_Assignment:_
What is needed is an exact copy of all the records, written out in full.

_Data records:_
▶
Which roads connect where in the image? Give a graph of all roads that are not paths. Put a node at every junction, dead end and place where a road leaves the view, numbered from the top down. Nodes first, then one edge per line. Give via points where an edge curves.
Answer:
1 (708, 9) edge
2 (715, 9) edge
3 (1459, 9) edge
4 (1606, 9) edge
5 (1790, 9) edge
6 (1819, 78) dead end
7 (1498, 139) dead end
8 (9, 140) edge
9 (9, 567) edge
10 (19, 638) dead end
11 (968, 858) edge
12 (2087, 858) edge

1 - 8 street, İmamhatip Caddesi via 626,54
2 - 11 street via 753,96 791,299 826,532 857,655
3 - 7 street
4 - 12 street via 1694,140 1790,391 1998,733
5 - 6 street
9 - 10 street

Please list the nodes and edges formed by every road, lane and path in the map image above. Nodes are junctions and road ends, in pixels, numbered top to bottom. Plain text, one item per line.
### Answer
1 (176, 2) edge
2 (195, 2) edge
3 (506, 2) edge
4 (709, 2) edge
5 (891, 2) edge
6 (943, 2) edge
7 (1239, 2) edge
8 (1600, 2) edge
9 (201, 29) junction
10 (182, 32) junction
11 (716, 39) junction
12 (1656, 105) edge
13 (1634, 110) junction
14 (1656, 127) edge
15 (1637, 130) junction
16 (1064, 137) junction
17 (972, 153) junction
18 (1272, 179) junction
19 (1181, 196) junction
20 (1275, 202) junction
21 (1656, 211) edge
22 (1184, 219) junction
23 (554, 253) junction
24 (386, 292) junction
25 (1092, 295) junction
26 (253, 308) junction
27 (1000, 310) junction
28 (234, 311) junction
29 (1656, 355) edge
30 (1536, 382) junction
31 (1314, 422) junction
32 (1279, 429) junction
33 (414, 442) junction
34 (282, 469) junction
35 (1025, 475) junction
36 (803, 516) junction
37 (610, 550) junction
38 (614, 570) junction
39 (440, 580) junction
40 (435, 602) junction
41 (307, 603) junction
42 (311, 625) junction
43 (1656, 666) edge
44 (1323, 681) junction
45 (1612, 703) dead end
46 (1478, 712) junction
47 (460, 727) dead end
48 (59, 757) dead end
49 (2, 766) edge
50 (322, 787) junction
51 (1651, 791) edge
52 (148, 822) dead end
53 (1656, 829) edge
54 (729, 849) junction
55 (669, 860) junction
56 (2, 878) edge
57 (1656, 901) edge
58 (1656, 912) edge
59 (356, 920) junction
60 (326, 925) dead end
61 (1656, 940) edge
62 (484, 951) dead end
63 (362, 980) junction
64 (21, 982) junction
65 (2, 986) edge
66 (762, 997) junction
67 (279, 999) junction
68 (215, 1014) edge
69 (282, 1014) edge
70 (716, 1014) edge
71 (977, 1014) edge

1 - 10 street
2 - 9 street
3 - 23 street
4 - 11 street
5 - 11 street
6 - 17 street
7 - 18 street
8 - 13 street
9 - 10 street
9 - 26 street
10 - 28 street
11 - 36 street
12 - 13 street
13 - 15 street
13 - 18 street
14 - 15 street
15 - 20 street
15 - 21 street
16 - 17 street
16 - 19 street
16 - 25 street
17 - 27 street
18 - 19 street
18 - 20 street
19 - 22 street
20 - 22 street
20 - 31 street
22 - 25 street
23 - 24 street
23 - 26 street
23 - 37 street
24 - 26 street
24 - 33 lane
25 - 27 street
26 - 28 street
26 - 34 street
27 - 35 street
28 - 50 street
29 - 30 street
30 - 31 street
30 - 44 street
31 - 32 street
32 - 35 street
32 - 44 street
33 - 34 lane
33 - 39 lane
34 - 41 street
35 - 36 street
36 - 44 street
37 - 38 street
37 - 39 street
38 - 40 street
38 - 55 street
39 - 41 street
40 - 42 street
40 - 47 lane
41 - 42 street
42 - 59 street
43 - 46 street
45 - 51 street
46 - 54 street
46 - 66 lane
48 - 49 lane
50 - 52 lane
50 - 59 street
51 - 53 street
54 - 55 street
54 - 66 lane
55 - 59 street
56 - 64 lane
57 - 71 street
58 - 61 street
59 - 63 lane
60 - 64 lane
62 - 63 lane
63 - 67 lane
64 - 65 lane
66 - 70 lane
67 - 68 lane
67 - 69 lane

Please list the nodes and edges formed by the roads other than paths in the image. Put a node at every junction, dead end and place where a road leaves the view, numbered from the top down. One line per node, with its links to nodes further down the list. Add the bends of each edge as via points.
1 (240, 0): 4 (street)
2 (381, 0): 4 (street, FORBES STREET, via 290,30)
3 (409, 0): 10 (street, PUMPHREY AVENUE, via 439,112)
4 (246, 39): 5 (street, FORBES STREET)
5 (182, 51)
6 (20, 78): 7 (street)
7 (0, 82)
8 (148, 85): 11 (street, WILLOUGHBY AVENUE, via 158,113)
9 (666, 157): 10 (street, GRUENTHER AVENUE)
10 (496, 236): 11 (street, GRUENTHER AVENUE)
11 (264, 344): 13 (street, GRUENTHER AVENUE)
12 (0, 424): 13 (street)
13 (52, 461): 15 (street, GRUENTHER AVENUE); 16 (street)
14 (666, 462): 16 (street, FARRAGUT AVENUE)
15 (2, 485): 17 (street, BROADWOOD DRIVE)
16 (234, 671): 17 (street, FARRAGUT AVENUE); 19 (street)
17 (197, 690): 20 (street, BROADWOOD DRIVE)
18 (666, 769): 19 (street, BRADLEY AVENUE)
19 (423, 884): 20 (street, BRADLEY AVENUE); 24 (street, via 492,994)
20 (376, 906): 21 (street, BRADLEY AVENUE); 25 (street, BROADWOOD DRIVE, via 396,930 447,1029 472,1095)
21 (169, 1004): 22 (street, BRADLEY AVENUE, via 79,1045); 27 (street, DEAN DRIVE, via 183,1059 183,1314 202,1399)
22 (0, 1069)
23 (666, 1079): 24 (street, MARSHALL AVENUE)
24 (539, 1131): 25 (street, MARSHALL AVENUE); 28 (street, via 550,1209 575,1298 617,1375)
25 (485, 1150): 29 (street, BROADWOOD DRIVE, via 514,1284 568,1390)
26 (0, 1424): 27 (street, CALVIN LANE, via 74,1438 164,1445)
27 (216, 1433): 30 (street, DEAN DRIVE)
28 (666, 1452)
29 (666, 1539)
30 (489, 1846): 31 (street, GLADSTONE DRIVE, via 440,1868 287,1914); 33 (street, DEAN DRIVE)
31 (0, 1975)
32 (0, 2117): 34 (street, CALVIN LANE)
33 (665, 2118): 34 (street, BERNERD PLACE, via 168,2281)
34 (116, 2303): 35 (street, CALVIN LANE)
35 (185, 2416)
◀
_Exercise result:_
Which roads connect where in the image? Give a graph of all roads that are not paths. Put a node at every junction, dead end and place where a road leaves the view, numbered from the top down. Nodes first, then one edge per line. Give via points where an edge curves.
Answer:
1 (708, 9) edge
2 (715, 9) edge
3 (1459, 9) edge
4 (1606, 9) edge
5 (1790, 9) edge
6 (1819, 78) dead end
7 (1498, 139) dead end
8 (9, 140) edge
9 (9, 567) edge
10 (19, 638) dead end
11 (968, 858) edge
12 (2087, 858) edge

1 - 8 street, İmamhatip Caddesi via 626,54
2 - 11 street via 753,96 791,299 826,532 857,655
3 - 7 street
4 - 12 street via 1694,140 1790,391 1998,733
5 - 6 street
9 - 10 street

Please list the nodes and edges formed by every road, lane and path in the map image above. Nodes are junctions and road ends, in pixels, numbered top to bottom. Plain text, one item per line.
### Answer
1 (176, 2) edge
2 (195, 2) edge
3 (506, 2) edge
4 (709, 2) edge
5 (891, 2) edge
6 (943, 2) edge
7 (1239, 2) edge
8 (1600, 2) edge
9 (201, 29) junction
10 (182, 32) junction
11 (716, 39) junction
12 (1656, 105) edge
13 (1634, 110) junction
14 (1656, 127) edge
15 (1637, 130) junction
16 (1064, 137) junction
17 (972, 153) junction
18 (1272, 179) junction
19 (1181, 196) junction
20 (1275, 202) junction
21 (1656, 211) edge
22 (1184, 219) junction
23 (554, 253) junction
24 (386, 292) junction
25 (1092, 295) junction
26 (253, 308) junction
27 (1000, 310) junction
28 (234, 311) junction
29 (1656, 355) edge
30 (1536, 382) junction
31 (1314, 422) junction
32 (1279, 429) junction
33 (414, 442) junction
34 (282, 469) junction
35 (1025, 475) junction
36 (803, 516) junction
37 (610, 550) junction
38 (614, 570) junction
39 (440, 580) junction
40 (435, 602) junction
41 (307, 603) junction
42 (311, 625) junction
43 (1656, 666) edge
44 (1323, 681) junction
45 (1612, 703) dead end
46 (1478, 712) junction
47 (460, 727) dead end
48 (59, 757) dead end
49 (2, 766) edge
50 (322, 787) junction
51 (1651, 791) edge
52 (148, 822) dead end
53 (1656, 829) edge
54 (729, 849) junction
55 (669, 860) junction
56 (2, 878) edge
57 (1656, 901) edge
58 (1656, 912) edge
59 (356, 920) junction
60 (326, 925) dead end
61 (1656, 940) edge
62 (484, 951) dead end
63 (362, 980) junction
64 (21, 982) junction
65 (2, 986) edge
66 (762, 997) junction
67 (279, 999) junction
68 (215, 1014) edge
69 (282, 1014) edge
70 (716, 1014) edge
71 (977, 1014) edge

1 - 10 street
2 - 9 street
3 - 23 street
4 - 11 street
5 - 11 street
6 - 17 street
7 - 18 street
8 - 13 street
9 - 10 street
9 - 26 street
10 - 28 street
11 - 36 street
12 - 13 street
13 - 15 street
13 - 18 street
14 - 15 street
15 - 20 street
15 - 21 street
16 - 17 street
16 - 19 street
16 - 25 street
17 - 27 street
18 - 19 street
18 - 20 street
19 - 22 street
20 - 22 street
20 - 31 street
22 - 25 street
23 - 24 street
23 - 26 street
23 - 37 street
24 - 26 street
24 - 33 lane
25 - 27 street
26 - 28 street
26 - 34 street
27 - 35 street
28 - 50 street
29 - 30 street
30 - 31 street
30 - 44 street
31 - 32 street
32 - 35 street
32 - 44 street
33 - 34 lane
33 - 39 lane
34 - 41 street
35 - 36 street
36 - 44 street
37 - 38 street
37 - 39 street
38 - 40 street
38 - 55 street
39 - 41 street
40 - 42 street
40 - 47 lane
41 - 42 street
42 - 59 street
43 - 46 street
45 - 51 street
46 - 54 street
46 - 66 lane
48 - 49 lane
50 - 52 lane
50 - 59 street
51 - 53 street
54 - 55 street
54 - 66 lane
55 - 59 street
56 - 64 lane
57 - 71 street
58 - 61 street
59 - 63 lane
60 - 64 lane
62 - 63 lane
63 - 67 lane
64 - 65 lane
66 - 70 lane
67 - 68 lane
67 - 69 lane

Please list the nodes and edges formed by the roads other than paths in the image. Put a node at every junction, dead end and place where a road leaves the view, numbered from the top down. One line per node, with its links to nodes further down the list. Add the bends of each edge as via points.
1 (240, 0): 4 (street)
2 (381, 0): 4 (street, FORBES STREET, via 290,30)
3 (409, 0): 10 (street, PUMPHREY AVENUE, via 439,112)
4 (246, 39): 5 (street, FORBES STREET)
5 (182, 51)
6 (20, 78): 7 (street)
7 (0, 82)
8 (148, 85): 11 (street, WILLOUGHBY AVENUE, via 158,113)
9 (666, 157): 10 (street, GRUENTHER AVENUE)
10 (496, 236): 11 (street, GRUENTHER AVENUE)
11 (264, 344): 13 (street, GRUENTHER AVENUE)
12 (0, 424): 13 (street)
13 (52, 461): 15 (street, GRUENTHER AVENUE); 16 (street)
14 (666, 462): 16 (street, FARRAGUT AVENUE)
15 (2, 485): 17 (street, BROADWOOD DRIVE)
16 (234, 671): 17 (street, FARRAGUT AVENUE); 19 (street)
17 (197, 690): 20 (street, BROADWOOD DRIVE)
18 (666, 769): 19 (street, BRADLEY AVENUE)
19 (423, 884): 20 (street, BRADLEY AVENUE); 24 (street, via 492,994)
20 (376, 906): 21 (street, BRADLEY AVENUE); 25 (street, BROADWOOD DRIVE, via 396,930 447,1029 472,1095)
21 (169, 1004): 22 (street, BRADLEY AVENUE, via 79,1045); 27 (street, DEAN DRIVE, via 183,1059 183,1314 202,1399)
22 (0, 1069)
23 (666, 1079): 24 (street, MARSHALL AVENUE)
24 (539, 1131): 25 (street, MARSHALL AVENUE); 28 (street, via 550,1209 575,1298 617,1375)
25 (485, 1150): 29 (street, BROADWOOD DRIVE, via 514,1284 568,1390)
26 (0, 1424): 27 (street, CALVIN LANE, via 74,1438 164,1445)
27 (216, 1433): 30 (street, DEAN DRIVE)
28 (666, 1452)
29 (666, 1539)
30 (489, 1846): 31 (street, GLADSTONE DRIVE, via 440,1868 287,1914); 33 (street, DEAN DRIVE)
31 (0, 1975)
32 (0, 2117): 34 (street, CALVIN LANE)
33 (665, 2118): 34 (street, BERNERD PLACE, via 168,2281)
34 (116, 2303): 35 (street, CALVIN LANE)
35 (185, 2416)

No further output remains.